The findings in the study Jama Pediatrics Showed that there has been more 14% decline in pediatrician visits over a 9-year period. Kristan Ray, MD, MS, and his colleagues collected data from 2008 through 2016 of children aged 17 years or younger. These children were covered by large national commercial health insurance. It was observed that pediatric primary care decreased by 14.4% whereas preventive care visits increased by 9.9%. This change took place during the time when the Affordable Care Act eliminated copays for these types of visits.

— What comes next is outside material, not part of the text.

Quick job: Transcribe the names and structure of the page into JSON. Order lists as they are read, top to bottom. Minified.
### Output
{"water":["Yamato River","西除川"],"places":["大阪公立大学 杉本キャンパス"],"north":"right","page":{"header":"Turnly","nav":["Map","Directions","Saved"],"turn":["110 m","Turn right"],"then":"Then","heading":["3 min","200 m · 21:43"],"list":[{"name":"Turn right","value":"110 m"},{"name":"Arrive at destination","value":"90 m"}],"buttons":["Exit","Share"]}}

The main reasons for the decline in pediatrician visits were the increasing costs of families and increasing visits to other sites. There was also a 24.1% decrease in problem-based visits. On the other hand, psychiatric and behavioral health visits increased by 42%. Ray explained in a news release, “This means that children and their families are visiting their pediatrician less throughout the year, presumably resulting in fewer opportunities for the pediatrician to connect with families on preventive care and healthy behaviors, like vaccinations and good nutrition.”
One of the main reasons for this decline was that children were receiving treatments elsewhere. So visits to EDs, urgent care, retail-based clinics, and telemedicine consults increased by more than 30% during the study period. Another main reason was the increase in out-of-pocket costs, which increased by 42%, according to the study.
The following several reasons that are causing decline in pediatrician visits are presented in the study:
- The increasing cost of copays resists the parents for visiting a doctor, especially when their child is well. Often parents who are on a tight budget will put off well-visits, thinking that there is no need to see their child’s health care provider.
- With so many “experts” and health websites telling families what is normal, what’s not and — most importantly — what to do, families less often are asking the real expert their questions.
- More families have two working parents (or a single parent juggling more than one job), leaving little time to schedule a well visit.